Wayne Santos | Toronto-based writer and game journalist

I Am Going To Cry

As most wannabe novelists are wont to do, I sometimes like to go into the bookstore and play the “Imagine-Your-Book-Is-There-On-The-Shelf” game. This mostly involves going to the Science Fiction and/or Fantasy section of the bookstore and finding the “S” area, and making a space in the shelf between surnames that begin with “R” and “Sc” and then… I win the game.

Okay, I never said it was a good game.

Anyway, while doing this, one thing was made abundantly clear. People who aspire to photorealistic painting or illustration techniques thrive on genre book covers. While not all of them are this way, for the most part, the vast sea of SF/F book covers tend to blend into each other as a result of a simple three step process:

1) Insert mystical/futuristic landscape

2) Insert mystical/futuristic building/ship in landscape

3) Insert main character(s) standing in foreground looking heroically off into the distance brandishing their sword/laser pistol

If Fantasy, predominant colors are green and brown. If Science Fiction, predominant colors are green and blue.

This is all terribly depressing. The novel I just finished, The Pale Summer, is for lack of a better term, an urban fantasy. At one point, for a chapter or two, it does have a fairly large tree (Of epic proportions) that appears in it, and since that’s the only recognizable “typical” fantasy element in the entire book, my fear is that the publishers are going to glom onto that one thing and give me a cover that has a mystical landscape with a giant tree in the background while the main characters stand in the foreground looking heroically off into the distance while brandishing their swords. Even though they don’t use swords. As a result, around the house, the new lament whenever I see another lushly illustrated, Tolkien-esque cover is, “Stupid, giant, magic tree…”

The fiance had warned me that she was in no way going to be happy with whatever cover I might end up with once the book went to print. To alleviate her own sense of design outrage, she said she was going to make her own cover for us to use on our house copy, one that she would actually be happy with. What she didn’t tell me was that she was going to do it soon. She made one yesterday, and now I’m incredibly morose because I would love to have this cover, and I know it’s never going to happen.

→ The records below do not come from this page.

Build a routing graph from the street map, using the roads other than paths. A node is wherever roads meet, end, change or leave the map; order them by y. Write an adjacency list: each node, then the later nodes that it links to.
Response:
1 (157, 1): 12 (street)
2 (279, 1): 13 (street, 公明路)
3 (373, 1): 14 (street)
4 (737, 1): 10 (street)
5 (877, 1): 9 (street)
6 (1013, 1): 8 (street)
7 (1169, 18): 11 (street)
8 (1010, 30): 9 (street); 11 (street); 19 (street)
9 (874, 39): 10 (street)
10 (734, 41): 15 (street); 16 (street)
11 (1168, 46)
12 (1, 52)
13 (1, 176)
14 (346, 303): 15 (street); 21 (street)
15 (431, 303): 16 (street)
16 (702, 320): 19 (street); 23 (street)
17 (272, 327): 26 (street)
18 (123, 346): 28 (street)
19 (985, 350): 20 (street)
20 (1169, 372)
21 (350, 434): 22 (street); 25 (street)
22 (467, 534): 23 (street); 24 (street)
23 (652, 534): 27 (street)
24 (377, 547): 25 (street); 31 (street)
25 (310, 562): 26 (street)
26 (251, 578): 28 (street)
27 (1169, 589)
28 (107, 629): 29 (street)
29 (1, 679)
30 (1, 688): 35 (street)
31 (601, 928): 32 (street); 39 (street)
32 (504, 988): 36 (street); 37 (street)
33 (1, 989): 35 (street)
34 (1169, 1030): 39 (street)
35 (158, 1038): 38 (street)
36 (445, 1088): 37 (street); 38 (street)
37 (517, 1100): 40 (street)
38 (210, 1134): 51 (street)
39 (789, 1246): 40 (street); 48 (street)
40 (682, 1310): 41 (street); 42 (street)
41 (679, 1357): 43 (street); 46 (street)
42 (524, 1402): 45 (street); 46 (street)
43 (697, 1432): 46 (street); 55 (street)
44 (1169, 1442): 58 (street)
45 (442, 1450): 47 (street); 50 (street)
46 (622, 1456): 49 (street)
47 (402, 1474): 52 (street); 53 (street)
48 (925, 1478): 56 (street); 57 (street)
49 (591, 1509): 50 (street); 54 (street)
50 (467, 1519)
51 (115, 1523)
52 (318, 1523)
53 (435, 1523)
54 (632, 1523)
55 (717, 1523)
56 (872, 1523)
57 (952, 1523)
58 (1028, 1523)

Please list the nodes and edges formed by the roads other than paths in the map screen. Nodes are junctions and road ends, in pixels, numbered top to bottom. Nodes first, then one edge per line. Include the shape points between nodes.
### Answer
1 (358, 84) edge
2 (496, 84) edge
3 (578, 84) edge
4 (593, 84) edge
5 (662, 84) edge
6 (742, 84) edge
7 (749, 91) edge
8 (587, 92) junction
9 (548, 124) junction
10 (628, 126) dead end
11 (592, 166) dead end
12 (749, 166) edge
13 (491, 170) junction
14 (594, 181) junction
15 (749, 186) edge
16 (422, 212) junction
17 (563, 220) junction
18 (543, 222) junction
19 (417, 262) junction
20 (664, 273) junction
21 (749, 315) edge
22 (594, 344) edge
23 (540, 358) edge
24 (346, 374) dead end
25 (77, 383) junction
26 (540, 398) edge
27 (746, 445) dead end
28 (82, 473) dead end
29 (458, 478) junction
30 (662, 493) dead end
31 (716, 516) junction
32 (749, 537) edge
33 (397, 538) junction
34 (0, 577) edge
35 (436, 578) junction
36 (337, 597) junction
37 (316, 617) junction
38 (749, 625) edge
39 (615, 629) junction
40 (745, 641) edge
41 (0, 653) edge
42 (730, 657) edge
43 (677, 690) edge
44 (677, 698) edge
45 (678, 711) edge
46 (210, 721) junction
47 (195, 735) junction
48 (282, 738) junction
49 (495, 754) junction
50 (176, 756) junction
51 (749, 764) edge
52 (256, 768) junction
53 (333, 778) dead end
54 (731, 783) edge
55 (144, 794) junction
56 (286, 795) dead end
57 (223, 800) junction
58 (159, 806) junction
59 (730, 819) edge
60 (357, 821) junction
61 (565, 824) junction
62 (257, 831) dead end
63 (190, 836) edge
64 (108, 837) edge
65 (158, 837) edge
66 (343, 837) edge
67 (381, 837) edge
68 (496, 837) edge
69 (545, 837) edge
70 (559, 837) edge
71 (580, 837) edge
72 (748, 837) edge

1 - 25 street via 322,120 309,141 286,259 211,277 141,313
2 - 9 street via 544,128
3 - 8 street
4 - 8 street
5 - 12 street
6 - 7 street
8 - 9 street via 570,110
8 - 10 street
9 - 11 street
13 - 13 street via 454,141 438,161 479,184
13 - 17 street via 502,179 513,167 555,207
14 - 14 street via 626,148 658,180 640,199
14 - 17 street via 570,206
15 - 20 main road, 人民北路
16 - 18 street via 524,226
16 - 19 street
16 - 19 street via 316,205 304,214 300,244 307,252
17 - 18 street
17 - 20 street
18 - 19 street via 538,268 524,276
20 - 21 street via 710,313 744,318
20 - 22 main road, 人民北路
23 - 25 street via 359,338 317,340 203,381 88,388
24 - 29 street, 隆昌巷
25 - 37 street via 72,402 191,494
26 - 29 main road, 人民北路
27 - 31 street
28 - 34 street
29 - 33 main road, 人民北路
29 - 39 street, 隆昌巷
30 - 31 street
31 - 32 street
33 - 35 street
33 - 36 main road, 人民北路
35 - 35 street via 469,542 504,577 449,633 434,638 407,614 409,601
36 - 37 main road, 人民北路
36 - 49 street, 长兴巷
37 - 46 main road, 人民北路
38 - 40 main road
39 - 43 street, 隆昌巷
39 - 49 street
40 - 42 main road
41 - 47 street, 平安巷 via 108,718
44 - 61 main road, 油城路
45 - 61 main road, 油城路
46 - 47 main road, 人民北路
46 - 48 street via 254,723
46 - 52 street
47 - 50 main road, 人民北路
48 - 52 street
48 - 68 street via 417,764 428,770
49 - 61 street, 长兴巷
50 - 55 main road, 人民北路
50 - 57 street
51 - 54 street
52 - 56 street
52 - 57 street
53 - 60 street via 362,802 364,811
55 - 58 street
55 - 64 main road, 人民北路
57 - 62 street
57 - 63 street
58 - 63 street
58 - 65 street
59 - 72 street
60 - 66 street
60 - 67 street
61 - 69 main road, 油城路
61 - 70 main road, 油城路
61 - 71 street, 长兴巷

What an infintely depressing thought.

For those of you who are curious, here it is. You can click on it to see the full size version:



It appeals to my relentlessly 80’s aesthetic of having that Nagel-esque minimalism to it. If this book should actually get published, I am seriously considering sending this off to the publishers as a mock-up and asking them to at least consider this before resorting to the Stupid, Giant, Magic Tree cover, but I know it’s hopeless. Oh well, at least my consience will be clear and I can say I tried. And at the very least, we can still take this and use it as intended, for our own personal copy, so at least one book on the planet will have a cover I’m happy with.

Stupid, Giant, Magic Tree…

Comment Pages

There are 3 Comments to ""

  • Allan says:

    That is a fucking great cover. No lie. A publisher would have to be insane not use it, which means it’s doomed (if my experiences are any any indication).

    And the whole finding your book on the shelves thing? It never gets old. Gives me a rush every single time.

  • Wayne says:

    Bleah. I was hoping you were going to tell me I was wrong, but I was pretty sure you wouldn’t.

    Dammit.

  • allan says:

    I actually was going to tell you that it isn’t a big deal, but I stopped myself when I realized that it would be only a matter of time before you found out that I was lying.

    Also, I’m fairly easy to please. Hell, I still get excited when one of my books gets put up on Amazon.